*Source data*.

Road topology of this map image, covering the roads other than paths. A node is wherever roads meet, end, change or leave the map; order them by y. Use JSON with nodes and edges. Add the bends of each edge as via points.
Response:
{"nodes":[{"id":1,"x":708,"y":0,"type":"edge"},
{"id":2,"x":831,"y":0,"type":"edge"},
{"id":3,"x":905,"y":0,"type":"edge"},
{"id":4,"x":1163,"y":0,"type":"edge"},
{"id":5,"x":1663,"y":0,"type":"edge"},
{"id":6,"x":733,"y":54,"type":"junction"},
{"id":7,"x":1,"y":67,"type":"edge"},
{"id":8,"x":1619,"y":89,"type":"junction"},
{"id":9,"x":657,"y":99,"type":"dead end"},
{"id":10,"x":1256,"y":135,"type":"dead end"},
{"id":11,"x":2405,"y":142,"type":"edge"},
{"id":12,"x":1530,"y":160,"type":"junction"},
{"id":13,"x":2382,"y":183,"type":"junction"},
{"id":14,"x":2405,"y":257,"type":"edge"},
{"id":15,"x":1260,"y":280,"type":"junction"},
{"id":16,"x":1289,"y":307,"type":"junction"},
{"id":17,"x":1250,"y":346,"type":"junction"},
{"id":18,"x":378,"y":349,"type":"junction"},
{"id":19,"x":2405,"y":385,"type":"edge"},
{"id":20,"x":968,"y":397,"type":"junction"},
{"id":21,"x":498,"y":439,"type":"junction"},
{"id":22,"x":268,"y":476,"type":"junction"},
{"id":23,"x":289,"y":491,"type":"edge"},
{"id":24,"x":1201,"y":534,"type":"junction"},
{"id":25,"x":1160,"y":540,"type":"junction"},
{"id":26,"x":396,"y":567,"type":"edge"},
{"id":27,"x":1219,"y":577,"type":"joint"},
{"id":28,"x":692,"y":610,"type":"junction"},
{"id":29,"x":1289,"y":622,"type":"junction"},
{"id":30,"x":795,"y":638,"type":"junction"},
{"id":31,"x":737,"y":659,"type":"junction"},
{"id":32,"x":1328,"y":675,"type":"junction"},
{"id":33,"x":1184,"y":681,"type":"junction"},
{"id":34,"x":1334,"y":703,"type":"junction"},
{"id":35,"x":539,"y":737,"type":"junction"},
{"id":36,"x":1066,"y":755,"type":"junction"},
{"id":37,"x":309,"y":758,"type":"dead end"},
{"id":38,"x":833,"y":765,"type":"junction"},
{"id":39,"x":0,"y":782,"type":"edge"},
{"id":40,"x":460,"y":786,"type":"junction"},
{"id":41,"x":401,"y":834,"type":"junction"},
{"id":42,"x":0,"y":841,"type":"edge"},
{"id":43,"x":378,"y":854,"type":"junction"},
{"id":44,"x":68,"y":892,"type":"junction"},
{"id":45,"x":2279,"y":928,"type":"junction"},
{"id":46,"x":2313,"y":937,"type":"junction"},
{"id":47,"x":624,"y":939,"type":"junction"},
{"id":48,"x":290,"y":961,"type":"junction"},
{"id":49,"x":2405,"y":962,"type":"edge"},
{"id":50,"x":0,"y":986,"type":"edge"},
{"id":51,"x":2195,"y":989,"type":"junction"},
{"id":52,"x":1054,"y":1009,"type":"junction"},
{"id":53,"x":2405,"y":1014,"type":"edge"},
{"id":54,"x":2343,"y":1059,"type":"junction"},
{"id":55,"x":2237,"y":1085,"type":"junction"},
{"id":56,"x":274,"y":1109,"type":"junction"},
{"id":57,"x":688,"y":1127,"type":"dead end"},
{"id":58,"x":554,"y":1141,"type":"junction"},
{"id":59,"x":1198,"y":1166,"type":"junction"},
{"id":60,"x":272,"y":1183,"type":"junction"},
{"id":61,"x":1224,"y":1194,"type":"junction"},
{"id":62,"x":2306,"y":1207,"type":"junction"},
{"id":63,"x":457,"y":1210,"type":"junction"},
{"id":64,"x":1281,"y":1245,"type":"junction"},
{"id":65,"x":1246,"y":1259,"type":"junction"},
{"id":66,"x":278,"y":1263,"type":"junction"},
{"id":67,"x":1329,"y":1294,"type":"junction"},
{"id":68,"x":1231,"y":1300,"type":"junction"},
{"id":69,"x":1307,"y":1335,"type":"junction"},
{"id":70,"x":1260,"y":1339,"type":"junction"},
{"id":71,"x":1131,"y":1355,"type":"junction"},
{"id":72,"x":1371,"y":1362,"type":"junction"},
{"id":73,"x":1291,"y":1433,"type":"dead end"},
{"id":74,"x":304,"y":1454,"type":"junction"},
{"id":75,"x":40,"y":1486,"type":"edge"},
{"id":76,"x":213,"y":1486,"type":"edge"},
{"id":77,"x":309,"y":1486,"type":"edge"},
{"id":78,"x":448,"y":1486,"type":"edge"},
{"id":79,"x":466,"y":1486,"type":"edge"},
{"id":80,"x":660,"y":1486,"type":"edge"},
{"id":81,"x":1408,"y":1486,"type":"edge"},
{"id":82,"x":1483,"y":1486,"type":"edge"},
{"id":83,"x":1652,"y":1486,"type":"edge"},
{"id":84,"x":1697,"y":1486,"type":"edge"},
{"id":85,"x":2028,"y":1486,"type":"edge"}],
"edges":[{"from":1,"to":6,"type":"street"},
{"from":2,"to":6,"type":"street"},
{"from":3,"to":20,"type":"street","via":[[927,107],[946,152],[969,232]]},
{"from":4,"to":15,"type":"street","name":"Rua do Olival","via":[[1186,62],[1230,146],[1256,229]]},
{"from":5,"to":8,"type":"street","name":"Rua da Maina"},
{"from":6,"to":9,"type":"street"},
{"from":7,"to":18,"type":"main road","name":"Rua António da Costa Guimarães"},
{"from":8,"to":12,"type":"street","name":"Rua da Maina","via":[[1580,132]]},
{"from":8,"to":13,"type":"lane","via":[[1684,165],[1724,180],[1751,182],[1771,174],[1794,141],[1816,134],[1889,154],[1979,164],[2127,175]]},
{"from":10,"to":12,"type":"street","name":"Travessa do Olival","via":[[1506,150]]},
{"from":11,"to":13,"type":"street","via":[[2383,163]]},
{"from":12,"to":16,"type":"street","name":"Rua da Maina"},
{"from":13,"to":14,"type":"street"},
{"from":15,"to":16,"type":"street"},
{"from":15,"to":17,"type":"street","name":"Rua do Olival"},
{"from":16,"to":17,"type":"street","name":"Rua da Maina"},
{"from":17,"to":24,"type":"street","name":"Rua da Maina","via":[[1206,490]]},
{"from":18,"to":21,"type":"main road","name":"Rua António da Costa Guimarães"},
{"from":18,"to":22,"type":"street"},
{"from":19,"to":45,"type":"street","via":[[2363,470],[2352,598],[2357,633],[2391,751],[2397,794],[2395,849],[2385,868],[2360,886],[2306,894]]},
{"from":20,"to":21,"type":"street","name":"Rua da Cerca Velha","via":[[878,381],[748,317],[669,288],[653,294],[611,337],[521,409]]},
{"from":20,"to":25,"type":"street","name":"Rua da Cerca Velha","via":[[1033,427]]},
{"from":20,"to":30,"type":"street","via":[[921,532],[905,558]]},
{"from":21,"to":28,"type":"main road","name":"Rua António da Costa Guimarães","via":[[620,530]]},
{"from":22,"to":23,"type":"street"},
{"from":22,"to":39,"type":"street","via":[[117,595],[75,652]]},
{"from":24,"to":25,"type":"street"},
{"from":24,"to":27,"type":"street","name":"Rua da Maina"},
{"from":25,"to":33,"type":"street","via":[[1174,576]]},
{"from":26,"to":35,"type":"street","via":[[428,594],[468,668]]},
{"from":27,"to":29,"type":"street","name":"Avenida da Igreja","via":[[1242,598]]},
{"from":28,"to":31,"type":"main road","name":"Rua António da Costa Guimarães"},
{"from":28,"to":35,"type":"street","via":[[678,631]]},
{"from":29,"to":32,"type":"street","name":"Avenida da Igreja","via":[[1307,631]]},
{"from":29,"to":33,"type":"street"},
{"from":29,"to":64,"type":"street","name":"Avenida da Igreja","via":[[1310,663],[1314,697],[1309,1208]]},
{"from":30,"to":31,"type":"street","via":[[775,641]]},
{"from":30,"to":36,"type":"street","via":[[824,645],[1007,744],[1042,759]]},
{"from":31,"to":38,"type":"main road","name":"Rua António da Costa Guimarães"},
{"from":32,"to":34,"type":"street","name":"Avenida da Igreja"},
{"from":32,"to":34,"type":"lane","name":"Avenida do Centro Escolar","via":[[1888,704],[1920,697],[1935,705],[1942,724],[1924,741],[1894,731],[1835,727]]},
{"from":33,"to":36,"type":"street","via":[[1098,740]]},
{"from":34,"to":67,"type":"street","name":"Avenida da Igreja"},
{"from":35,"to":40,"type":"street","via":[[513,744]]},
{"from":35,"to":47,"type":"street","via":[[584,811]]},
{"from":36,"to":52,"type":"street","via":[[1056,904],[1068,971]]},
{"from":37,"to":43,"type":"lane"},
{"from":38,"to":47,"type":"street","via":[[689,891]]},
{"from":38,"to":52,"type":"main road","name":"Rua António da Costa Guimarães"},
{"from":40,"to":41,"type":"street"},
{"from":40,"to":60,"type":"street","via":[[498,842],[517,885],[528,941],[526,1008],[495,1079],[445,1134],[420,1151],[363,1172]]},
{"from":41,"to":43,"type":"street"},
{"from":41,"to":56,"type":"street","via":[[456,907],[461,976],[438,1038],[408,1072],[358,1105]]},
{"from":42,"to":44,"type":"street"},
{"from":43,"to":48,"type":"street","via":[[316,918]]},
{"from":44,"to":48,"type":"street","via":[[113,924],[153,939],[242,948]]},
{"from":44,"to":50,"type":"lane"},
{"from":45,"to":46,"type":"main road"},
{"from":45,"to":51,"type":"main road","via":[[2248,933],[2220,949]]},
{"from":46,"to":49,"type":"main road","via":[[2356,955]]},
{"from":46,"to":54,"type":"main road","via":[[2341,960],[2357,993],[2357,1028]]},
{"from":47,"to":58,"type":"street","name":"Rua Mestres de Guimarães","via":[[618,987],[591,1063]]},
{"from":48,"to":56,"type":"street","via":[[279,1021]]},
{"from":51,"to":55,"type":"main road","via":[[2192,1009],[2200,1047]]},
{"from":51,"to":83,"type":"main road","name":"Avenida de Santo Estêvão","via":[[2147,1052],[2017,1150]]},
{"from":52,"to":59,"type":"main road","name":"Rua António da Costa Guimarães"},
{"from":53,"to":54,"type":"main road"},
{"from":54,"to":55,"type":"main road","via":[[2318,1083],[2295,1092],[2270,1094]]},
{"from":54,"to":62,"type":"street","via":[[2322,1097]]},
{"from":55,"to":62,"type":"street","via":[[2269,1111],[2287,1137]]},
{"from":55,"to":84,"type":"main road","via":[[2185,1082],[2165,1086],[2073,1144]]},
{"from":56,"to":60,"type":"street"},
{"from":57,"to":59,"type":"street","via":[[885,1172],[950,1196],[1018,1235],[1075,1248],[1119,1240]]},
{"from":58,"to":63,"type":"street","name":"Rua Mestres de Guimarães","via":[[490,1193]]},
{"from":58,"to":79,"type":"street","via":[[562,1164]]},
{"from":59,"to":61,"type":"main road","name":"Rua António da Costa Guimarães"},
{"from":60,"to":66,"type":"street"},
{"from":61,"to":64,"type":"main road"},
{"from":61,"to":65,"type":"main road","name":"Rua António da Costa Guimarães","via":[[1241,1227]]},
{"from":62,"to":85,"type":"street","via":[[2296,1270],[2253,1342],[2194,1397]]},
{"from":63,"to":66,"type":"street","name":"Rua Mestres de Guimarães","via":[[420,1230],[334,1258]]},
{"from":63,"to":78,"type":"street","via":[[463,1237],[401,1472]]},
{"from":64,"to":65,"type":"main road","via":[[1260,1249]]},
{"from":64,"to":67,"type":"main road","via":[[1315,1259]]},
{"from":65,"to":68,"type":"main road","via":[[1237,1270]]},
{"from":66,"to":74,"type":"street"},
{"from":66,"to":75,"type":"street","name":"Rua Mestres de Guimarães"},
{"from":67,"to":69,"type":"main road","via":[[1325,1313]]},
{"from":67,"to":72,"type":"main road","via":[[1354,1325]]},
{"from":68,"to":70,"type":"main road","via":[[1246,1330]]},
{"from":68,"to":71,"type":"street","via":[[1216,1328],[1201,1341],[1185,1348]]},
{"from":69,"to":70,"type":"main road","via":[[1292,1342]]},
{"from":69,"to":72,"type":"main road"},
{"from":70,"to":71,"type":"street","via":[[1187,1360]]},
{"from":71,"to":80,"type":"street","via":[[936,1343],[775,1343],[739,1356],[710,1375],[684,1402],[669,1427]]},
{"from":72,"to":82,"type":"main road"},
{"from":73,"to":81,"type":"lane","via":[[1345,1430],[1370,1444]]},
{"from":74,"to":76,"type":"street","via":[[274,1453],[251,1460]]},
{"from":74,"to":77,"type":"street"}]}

*What this task involves*.
From the entries above, pull out each line that includes "Maina".

*The completed task*.
{"from":5,"to":8,"type":"street","name":"Rua da Maina"},
{"from":8,"to":12,"type":"street","name":"Rua da Maina","via":[[1580,132]]},
{"from":12,"to":16,"type":"street","name":"Rua da Maina"},
{"from":16,"to":17,"type":"street","name":"Rua da Maina"},
{"from":17,"to":24,"type":"street","name":"Rua da Maina","via":[[1206,490]]},
{"from":24,"to":27,"type":"street","name":"Rua da Maina"},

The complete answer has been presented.